Activity:
Search the material for the string "Quick", then show every line where it turns up.

Data records:

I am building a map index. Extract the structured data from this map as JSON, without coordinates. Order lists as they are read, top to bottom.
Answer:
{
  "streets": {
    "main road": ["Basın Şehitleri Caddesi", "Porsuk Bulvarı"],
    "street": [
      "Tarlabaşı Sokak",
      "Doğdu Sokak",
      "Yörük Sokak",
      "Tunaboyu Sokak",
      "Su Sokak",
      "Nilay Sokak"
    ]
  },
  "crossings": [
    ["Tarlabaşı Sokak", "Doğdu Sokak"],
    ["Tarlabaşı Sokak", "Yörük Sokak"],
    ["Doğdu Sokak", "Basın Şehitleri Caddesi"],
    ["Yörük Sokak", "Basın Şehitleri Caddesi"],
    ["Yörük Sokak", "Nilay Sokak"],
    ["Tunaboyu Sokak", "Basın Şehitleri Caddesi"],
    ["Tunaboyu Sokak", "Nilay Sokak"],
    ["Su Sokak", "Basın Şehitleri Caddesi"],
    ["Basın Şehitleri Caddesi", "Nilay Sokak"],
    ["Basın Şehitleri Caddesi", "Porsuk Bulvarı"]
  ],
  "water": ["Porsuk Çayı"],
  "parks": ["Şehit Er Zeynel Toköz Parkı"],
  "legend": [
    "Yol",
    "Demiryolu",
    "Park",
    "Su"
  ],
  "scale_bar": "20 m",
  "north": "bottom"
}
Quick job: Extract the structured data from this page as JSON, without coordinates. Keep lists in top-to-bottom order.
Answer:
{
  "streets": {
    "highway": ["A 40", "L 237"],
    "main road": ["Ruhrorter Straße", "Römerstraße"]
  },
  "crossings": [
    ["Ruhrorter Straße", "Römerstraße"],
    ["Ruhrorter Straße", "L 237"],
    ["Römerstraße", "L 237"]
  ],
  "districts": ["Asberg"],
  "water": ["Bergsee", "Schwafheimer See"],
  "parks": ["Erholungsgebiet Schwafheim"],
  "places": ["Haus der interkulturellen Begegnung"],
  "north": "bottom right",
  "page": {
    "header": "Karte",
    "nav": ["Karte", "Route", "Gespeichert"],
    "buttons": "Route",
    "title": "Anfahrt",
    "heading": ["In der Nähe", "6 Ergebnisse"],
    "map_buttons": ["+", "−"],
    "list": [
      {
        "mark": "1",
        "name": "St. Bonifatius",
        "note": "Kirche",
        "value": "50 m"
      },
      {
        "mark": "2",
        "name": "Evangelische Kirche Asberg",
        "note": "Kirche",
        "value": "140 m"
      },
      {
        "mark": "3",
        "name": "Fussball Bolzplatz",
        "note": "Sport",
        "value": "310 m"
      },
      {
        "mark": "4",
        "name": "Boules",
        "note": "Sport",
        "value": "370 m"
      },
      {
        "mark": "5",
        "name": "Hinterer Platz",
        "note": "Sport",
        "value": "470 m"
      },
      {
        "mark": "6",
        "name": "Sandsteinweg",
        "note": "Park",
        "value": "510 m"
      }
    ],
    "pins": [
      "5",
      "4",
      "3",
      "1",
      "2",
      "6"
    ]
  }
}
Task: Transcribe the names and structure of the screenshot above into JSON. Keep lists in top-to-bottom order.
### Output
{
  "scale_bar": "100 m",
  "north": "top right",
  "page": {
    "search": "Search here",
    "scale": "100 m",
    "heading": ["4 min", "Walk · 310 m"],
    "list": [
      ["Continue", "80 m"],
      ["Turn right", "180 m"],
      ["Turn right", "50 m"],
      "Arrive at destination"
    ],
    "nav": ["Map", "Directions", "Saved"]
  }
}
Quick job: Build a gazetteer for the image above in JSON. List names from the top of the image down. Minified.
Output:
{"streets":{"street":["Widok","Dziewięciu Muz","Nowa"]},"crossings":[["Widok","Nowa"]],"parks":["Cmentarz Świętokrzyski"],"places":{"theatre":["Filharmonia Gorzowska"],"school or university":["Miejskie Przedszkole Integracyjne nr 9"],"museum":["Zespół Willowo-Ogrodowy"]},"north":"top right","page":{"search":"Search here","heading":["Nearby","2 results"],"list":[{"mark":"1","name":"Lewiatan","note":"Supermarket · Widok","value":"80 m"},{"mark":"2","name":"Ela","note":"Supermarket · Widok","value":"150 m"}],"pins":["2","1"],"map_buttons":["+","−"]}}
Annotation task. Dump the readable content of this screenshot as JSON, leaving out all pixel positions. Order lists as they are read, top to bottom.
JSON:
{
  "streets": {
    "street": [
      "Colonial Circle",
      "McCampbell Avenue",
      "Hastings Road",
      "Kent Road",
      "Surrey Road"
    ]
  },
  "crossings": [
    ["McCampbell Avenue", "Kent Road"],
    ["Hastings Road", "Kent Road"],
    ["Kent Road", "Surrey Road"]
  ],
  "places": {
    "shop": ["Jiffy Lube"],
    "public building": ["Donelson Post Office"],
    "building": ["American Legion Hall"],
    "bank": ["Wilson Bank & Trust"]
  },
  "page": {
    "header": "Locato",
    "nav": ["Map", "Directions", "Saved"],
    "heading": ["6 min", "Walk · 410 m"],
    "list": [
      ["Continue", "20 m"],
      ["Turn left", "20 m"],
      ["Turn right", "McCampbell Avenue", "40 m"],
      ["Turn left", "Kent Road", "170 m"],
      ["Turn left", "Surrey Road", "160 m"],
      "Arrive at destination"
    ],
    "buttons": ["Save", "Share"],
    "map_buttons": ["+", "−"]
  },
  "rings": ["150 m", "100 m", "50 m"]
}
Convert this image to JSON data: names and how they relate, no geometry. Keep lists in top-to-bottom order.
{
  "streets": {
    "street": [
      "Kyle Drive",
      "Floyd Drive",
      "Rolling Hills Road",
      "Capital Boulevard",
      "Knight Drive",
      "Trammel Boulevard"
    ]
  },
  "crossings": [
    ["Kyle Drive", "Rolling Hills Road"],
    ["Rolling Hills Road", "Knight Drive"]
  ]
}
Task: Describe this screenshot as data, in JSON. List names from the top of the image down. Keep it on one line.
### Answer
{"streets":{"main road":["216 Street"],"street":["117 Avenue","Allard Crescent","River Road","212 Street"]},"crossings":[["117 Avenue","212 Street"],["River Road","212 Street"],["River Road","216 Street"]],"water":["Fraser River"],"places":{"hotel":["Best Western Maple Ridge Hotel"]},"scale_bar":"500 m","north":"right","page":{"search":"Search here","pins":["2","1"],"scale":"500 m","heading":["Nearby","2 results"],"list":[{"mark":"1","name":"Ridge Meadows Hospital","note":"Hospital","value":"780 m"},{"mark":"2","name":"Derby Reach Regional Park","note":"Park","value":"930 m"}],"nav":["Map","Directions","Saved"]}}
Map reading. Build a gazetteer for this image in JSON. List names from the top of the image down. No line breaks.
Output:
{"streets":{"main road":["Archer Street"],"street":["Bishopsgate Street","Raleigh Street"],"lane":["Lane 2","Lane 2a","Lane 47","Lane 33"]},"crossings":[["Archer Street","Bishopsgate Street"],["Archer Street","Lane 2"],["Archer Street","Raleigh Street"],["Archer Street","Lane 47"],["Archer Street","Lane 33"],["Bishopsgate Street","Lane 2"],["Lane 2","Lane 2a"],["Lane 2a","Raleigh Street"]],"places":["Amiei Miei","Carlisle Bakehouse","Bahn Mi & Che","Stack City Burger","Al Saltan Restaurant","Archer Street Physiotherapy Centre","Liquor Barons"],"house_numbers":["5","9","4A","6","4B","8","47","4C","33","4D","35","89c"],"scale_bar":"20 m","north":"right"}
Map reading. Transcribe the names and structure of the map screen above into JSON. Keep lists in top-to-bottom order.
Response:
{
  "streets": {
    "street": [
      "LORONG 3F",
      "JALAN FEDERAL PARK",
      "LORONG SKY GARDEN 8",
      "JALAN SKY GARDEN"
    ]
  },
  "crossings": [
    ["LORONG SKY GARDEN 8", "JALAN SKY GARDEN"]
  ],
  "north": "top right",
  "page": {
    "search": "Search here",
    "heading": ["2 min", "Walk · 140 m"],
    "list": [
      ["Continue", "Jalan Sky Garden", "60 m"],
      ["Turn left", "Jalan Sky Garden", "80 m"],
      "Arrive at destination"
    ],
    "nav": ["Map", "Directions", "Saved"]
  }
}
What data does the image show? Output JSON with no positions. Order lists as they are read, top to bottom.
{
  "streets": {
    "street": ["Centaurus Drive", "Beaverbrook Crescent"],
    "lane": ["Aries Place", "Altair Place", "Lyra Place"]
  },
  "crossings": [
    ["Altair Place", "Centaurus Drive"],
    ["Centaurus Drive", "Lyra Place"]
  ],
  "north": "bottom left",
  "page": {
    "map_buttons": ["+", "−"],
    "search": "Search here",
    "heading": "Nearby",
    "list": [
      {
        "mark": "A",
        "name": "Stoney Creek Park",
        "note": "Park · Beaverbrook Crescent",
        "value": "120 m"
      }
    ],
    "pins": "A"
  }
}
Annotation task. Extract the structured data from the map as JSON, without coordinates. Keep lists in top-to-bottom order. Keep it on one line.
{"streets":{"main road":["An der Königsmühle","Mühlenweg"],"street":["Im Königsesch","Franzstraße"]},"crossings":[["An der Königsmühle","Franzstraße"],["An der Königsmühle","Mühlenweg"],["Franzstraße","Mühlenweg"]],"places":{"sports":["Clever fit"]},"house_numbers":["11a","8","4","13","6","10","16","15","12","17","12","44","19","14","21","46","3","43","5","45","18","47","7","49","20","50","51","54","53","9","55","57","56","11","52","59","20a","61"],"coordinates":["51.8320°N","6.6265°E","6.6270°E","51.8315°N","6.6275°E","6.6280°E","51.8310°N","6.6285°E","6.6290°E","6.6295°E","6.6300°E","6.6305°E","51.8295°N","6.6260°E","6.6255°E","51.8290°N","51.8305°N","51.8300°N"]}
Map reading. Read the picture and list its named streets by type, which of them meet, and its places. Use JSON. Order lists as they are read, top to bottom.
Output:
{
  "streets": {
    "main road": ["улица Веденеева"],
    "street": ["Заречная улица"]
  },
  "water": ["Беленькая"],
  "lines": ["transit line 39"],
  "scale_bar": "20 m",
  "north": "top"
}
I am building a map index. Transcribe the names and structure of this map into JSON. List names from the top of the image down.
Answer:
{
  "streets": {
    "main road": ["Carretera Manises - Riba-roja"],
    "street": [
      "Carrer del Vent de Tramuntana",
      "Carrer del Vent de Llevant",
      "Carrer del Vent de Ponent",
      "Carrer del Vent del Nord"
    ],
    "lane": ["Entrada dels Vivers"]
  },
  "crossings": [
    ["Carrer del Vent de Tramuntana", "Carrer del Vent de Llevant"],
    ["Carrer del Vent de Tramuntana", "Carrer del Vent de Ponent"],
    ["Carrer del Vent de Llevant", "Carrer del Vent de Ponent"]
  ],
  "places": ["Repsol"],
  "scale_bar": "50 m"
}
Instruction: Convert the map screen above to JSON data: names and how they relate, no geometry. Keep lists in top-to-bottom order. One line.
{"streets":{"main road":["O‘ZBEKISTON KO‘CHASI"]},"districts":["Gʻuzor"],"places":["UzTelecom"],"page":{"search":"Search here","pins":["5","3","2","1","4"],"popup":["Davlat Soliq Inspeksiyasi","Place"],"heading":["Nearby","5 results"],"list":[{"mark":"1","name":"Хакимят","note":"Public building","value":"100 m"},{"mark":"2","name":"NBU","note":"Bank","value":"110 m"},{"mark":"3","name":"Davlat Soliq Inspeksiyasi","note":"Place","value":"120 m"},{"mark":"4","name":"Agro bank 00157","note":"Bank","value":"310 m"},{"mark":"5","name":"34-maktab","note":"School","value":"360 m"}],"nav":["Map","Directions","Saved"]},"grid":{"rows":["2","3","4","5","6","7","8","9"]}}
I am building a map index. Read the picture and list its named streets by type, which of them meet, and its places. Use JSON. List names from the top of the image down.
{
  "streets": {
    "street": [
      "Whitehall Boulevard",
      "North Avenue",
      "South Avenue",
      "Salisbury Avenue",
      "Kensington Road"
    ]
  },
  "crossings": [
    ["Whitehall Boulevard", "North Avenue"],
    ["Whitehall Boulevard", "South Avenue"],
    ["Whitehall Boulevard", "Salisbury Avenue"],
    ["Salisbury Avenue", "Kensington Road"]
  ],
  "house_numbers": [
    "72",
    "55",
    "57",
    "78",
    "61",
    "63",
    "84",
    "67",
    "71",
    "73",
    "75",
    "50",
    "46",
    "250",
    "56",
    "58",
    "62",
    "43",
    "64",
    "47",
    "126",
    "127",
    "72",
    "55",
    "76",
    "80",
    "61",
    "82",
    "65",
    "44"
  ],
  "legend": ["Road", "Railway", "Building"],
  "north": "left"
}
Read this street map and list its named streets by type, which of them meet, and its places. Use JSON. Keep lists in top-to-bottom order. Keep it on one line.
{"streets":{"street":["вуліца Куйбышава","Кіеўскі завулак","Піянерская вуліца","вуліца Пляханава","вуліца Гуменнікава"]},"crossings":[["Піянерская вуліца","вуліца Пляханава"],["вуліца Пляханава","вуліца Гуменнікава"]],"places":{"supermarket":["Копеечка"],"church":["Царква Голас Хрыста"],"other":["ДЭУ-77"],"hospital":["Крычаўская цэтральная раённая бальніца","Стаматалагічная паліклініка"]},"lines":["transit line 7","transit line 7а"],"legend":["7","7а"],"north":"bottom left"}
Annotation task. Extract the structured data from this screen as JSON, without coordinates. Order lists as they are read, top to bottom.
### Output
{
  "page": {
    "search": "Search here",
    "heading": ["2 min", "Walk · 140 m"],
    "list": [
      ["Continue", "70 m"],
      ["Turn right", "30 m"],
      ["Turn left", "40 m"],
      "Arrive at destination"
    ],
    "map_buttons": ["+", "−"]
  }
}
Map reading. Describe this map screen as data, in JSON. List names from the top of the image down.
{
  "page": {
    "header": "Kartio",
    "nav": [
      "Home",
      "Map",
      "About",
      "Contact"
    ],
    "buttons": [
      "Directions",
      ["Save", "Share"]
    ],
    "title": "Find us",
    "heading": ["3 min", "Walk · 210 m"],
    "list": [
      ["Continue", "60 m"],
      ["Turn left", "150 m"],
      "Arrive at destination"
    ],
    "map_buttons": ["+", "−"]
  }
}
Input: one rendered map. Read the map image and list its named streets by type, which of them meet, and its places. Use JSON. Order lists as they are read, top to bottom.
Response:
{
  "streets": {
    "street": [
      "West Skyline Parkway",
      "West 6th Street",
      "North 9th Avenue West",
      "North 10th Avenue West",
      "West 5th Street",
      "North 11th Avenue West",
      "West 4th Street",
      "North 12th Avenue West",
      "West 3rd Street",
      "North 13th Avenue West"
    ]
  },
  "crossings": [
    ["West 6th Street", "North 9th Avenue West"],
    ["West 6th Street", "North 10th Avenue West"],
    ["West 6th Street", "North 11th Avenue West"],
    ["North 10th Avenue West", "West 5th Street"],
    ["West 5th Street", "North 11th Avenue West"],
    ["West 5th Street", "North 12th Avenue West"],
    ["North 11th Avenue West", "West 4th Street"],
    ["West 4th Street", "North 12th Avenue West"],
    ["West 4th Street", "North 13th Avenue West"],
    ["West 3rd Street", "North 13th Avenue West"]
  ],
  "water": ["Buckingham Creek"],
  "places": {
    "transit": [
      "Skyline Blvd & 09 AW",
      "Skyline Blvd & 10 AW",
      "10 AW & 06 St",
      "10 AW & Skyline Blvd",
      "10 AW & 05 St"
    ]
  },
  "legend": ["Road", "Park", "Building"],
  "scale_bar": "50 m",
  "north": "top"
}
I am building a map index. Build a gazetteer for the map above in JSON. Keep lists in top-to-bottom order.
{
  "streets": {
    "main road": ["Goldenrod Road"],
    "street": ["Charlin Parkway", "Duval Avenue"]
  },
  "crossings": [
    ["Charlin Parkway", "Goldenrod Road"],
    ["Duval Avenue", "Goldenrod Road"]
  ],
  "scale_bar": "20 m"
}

Solved exercise:
Quick job: Extract the structured data from this page as JSON, without coordinates. Keep lists in top-to-bottom order.
Quick job: Build a gazetteer for the image above in JSON. List names from the top of the image down. Minified.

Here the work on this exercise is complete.